* _Data for analysis_

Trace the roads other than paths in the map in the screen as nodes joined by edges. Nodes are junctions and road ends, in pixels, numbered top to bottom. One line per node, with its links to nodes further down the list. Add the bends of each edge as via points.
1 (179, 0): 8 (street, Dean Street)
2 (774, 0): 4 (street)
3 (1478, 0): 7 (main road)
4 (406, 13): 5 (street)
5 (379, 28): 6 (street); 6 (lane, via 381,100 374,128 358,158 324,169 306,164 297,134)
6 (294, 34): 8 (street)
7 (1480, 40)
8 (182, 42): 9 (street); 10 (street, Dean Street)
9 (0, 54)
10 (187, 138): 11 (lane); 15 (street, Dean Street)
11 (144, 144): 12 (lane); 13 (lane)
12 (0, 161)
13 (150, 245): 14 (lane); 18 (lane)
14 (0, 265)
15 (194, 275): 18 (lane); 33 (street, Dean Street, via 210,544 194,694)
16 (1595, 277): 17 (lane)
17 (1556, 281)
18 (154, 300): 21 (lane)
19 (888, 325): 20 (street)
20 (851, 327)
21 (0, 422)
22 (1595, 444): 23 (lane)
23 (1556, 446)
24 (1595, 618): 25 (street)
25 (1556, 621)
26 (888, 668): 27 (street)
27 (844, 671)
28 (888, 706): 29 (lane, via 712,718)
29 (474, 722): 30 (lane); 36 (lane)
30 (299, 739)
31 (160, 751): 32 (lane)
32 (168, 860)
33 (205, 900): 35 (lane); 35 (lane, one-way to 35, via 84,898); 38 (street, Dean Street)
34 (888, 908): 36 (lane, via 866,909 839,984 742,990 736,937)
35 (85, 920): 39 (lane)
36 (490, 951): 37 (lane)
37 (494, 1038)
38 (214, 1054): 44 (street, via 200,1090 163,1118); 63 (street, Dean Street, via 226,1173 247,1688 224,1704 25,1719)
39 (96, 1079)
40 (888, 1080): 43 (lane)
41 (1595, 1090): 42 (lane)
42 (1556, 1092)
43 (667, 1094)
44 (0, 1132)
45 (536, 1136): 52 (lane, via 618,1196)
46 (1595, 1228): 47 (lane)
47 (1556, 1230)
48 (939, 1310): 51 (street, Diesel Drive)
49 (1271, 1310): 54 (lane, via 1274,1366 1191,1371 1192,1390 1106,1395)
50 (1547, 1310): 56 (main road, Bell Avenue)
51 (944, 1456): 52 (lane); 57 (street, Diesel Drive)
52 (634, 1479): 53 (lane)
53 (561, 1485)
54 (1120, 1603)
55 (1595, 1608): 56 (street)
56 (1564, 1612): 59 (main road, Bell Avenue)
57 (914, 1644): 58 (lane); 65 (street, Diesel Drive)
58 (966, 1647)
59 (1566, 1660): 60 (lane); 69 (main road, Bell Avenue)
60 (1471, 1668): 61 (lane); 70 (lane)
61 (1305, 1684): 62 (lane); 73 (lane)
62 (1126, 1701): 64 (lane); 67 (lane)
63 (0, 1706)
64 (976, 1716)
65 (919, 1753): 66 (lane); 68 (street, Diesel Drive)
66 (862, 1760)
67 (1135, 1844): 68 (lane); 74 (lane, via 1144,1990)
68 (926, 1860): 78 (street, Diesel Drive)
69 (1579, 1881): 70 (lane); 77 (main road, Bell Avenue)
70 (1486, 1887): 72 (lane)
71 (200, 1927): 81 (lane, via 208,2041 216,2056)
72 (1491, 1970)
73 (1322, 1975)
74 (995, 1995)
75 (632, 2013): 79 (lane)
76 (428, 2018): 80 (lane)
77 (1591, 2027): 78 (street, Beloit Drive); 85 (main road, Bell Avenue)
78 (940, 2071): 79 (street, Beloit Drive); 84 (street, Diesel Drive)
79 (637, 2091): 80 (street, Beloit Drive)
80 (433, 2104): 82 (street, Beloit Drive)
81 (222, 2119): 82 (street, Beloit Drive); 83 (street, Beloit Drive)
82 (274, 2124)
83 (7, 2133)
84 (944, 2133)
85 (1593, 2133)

* _Task brief_
Set out every record in full, exactly as given.

* _Response for this exercise_
Trace the roads other than paths in the map in the screen as nodes joined by edges. Nodes are junctions and road ends, in pixels, numbered top to bottom. One line per node, with its links to nodes further down the list. Add the bends of each edge as via points.
1 (179, 0): 8 (street, Dean Street)
2 (774, 0): 4 (street)
3 (1478, 0): 7 (main road)
4 (406, 13): 5 (street)
5 (379, 28): 6 (street); 6 (lane, via 381,100 374,128 358,158 324,169 306,164 297,134)
6 (294, 34): 8 (street)
7 (1480, 40)
8 (182, 42): 9 (street); 10 (street, Dean Street)
9 (0, 54)
10 (187, 138): 11 (lane); 15 (street, Dean Street)
11 (144, 144): 12 (lane); 13 (lane)
12 (0, 161)
13 (150, 245): 14 (lane); 18 (lane)
14 (0, 265)
15 (194, 275): 18 (lane); 33 (street, Dean Street, via 210,544 194,694)
16 (1595, 277): 17 (lane)
17 (1556, 281)
18 (154, 300): 21 (lane)
19 (888, 325): 20 (street)
20 (851, 327)
21 (0, 422)
22 (1595, 444): 23 (lane)
23 (1556, 446)
24 (1595, 618): 25 (street)
25 (1556, 621)
26 (888, 668): 27 (street)
27 (844, 671)
28 (888, 706): 29 (lane, via 712,718)
29 (474, 722): 30 (lane); 36 (lane)
30 (299, 739)
31 (160, 751): 32 (lane)
32 (168, 860)
33 (205, 900): 35 (lane); 35 (lane, one-way to 35, via 84,898); 38 (street, Dean Street)
34 (888, 908): 36 (lane, via 866,909 839,984 742,990 736,937)
35 (85, 920): 39 (lane)
36 (490, 951): 37 (lane)
37 (494, 1038)
38 (214, 1054): 44 (street, via 200,1090 163,1118); 63 (street, Dean Street, via 226,1173 247,1688 224,1704 25,1719)
39 (96, 1079)
40 (888, 1080): 43 (lane)
41 (1595, 1090): 42 (lane)
42 (1556, 1092)
43 (667, 1094)
44 (0, 1132)
45 (536, 1136): 52 (lane, via 618,1196)
46 (1595, 1228): 47 (lane)
47 (1556, 1230)
48 (939, 1310): 51 (street, Diesel Drive)
49 (1271, 1310): 54 (lane, via 1274,1366 1191,1371 1192,1390 1106,1395)
50 (1547, 1310): 56 (main road, Bell Avenue)
51 (944, 1456): 52 (lane); 57 (street, Diesel Drive)
52 (634, 1479): 53 (lane)
53 (561, 1485)
54 (1120, 1603)
55 (1595, 1608): 56 (street)
56 (1564, 1612): 59 (main road, Bell Avenue)
57 (914, 1644): 58 (lane); 65 (street, Diesel Drive)
58 (966, 1647)
59 (1566, 1660): 60 (lane); 69 (main road, Bell Avenue)
60 (1471, 1668): 61 (lane); 70 (lane)
61 (1305, 1684): 62 (lane); 73 (lane)
62 (1126, 1701): 64 (lane); 67 (lane)
63 (0, 1706)
64 (976, 1716)
65 (919, 1753): 66 (lane); 68 (street, Diesel Drive)
66 (862, 1760)
67 (1135, 1844): 68 (lane); 74 (lane, via 1144,1990)
68 (926, 1860): 78 (street, Diesel Drive)
69 (1579, 1881): 70 (lane); 77 (main road, Bell Avenue)
70 (1486, 1887): 72 (lane)
71 (200, 1927): 81 (lane, via 208,2041 216,2056)
72 (1491, 1970)
73 (1322, 1975)
74 (995, 1995)
75 (632, 2013): 79 (lane)
76 (428, 2018): 80 (lane)
77 (1591, 2027): 78 (street, Beloit Drive); 85 (main road, Bell Avenue)
78 (940, 2071): 79 (street, Beloit Drive); 84 (street, Diesel Drive)
79 (637, 2091): 80 (street, Beloit Drive)
80 (433, 2104): 82 (street, Beloit Drive)
81 (222, 2119): 82 (street, Beloit Drive); 83 (street, Beloit Drive)
82 (274, 2124)
83 (7, 2133)
84 (944, 2133)
85 (1593, 2133)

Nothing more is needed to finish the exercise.